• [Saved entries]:
________________________
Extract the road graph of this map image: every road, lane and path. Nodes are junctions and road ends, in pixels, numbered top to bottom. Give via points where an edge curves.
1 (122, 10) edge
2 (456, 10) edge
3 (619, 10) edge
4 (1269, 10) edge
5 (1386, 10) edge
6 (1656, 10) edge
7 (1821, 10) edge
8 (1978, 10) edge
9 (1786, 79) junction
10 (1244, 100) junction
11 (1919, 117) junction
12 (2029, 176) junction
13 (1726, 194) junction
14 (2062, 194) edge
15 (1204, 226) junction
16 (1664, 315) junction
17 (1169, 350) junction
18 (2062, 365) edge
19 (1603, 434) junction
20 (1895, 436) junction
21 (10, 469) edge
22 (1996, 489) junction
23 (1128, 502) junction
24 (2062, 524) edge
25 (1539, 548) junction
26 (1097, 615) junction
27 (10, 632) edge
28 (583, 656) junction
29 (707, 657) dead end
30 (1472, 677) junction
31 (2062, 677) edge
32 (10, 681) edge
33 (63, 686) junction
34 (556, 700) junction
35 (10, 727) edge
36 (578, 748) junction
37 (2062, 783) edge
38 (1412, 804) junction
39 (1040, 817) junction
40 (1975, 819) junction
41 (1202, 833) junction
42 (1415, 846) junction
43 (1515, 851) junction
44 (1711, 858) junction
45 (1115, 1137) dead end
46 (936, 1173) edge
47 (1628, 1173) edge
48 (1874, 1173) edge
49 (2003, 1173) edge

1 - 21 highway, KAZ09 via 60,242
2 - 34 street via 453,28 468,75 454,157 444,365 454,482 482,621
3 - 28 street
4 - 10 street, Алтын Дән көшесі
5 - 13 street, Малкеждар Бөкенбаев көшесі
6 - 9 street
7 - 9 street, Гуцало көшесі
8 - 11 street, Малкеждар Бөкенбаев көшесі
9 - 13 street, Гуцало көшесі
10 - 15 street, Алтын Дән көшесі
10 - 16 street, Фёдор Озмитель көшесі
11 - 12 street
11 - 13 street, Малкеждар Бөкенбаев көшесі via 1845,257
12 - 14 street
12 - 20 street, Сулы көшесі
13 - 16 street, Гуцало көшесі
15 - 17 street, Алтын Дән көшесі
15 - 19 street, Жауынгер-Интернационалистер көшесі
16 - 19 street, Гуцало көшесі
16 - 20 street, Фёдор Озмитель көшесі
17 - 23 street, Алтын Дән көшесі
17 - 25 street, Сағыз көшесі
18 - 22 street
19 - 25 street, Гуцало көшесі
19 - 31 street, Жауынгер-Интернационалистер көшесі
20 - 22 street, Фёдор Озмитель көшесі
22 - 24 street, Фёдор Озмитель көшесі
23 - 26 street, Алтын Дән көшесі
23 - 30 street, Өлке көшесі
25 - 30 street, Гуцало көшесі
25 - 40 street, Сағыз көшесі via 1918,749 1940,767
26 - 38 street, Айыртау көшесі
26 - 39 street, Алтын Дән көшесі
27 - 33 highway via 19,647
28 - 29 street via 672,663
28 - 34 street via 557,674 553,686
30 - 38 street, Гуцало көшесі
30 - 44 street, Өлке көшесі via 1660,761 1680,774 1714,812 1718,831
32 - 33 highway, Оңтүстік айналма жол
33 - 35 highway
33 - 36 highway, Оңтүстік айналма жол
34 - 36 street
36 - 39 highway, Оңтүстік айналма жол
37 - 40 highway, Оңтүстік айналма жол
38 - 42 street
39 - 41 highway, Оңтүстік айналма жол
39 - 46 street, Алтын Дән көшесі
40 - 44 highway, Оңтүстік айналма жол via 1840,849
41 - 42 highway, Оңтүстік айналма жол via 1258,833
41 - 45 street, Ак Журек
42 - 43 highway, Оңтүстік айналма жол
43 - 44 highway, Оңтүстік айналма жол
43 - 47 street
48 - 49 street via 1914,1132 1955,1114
________________________
• [Task details]: With nothing added or dropped, write out every entry.

• [Expected answer]:
Extract the road graph of this map image: every road, lane and path. Nodes are junctions and road ends, in pixels, numbered top to bottom. Give via points where an edge curves.
1 (122, 10) edge
2 (456, 10) edge
3 (619, 10) edge
4 (1269, 10) edge
5 (1386, 10) edge
6 (1656, 10) edge
7 (1821, 10) edge
8 (1978, 10) edge
9 (1786, 79) junction
10 (1244, 100) junction
11 (1919, 117) junction
12 (2029, 176) junction
13 (1726, 194) junction
14 (2062, 194) edge
15 (1204, 226) junction
16 (1664, 315) junction
17 (1169, 350) junction
18 (2062, 365) edge
19 (1603, 434) junction
20 (1895, 436) junction
21 (10, 469) edge
22 (1996, 489) junction
23 (1128, 502) junction
24 (2062, 524) edge
25 (1539, 548) junction
26 (1097, 615) junction
27 (10, 632) edge
28 (583, 656) junction
29 (707, 657) dead end
30 (1472, 677) junction
31 (2062, 677) edge
32 (10, 681) edge
33 (63, 686) junction
34 (556, 700) junction
35 (10, 727) edge
36 (578, 748) junction
37 (2062, 783) edge
38 (1412, 804) junction
39 (1040, 817) junction
40 (1975, 819) junction
41 (1202, 833) junction
42 (1415, 846) junction
43 (1515, 851) junction
44 (1711, 858) junction
45 (1115, 1137) dead end
46 (936, 1173) edge
47 (1628, 1173) edge
48 (1874, 1173) edge
49 (2003, 1173) edge

1 - 21 highway, KAZ09 via 60,242
2 - 34 street via 453,28 468,75 454,157 444,365 454,482 482,621
3 - 28 street
4 - 10 street, Алтын Дән көшесі
5 - 13 street, Малкеждар Бөкенбаев көшесі
6 - 9 street
7 - 9 street, Гуцало көшесі
8 - 11 street, Малкеждар Бөкенбаев көшесі
9 - 13 street, Гуцало көшесі
10 - 15 street, Алтын Дән көшесі
10 - 16 street, Фёдор Озмитель көшесі
11 - 12 street
11 - 13 street, Малкеждар Бөкенбаев көшесі via 1845,257
12 - 14 street
12 - 20 street, Сулы көшесі
13 - 16 street, Гуцало көшесі
15 - 17 street, Алтын Дән көшесі
15 - 19 street, Жауынгер-Интернационалистер көшесі
16 - 19 street, Гуцало көшесі
16 - 20 street, Фёдор Озмитель көшесі
17 - 23 street, Алтын Дән көшесі
17 - 25 street, Сағыз көшесі
18 - 22 street
19 - 25 street, Гуцало көшесі
19 - 31 street, Жауынгер-Интернационалистер көшесі
20 - 22 street, Фёдор Озмитель көшесі
22 - 24 street, Фёдор Озмитель көшесі
23 - 26 street, Алтын Дән көшесі
23 - 30 street, Өлке көшесі
25 - 30 street, Гуцало көшесі
25 - 40 street, Сағыз көшесі via 1918,749 1940,767
26 - 38 street, Айыртау көшесі
26 - 39 street, Алтын Дән көшесі
27 - 33 highway via 19,647
28 - 29 street via 672,663
28 - 34 street via 557,674 553,686
30 - 38 street, Гуцало көшесі
30 - 44 street, Өлке көшесі via 1660,761 1680,774 1714,812 1718,831
32 - 33 highway, Оңтүстік айналма жол
33 - 35 highway
33 - 36 highway, Оңтүстік айналма жол
34 - 36 street
36 - 39 highway, Оңтүстік айналма жол
37 - 40 highway, Оңтүстік айналма жол
38 - 42 street
39 - 41 highway, Оңтүстік айналма жол
39 - 46 street, Алтын Дән көшесі
40 - 44 highway, Оңтүстік айналма жол via 1840,849
41 - 42 highway, Оңтүстік айналма жол via 1258,833
41 - 45 street, Ак Журек
42 - 43 highway, Оңтүстік айналма жол
43 - 44 highway, Оңтүстік айналма жол
43 - 47 street
48 - 49 street via 1914,1132 1955,1114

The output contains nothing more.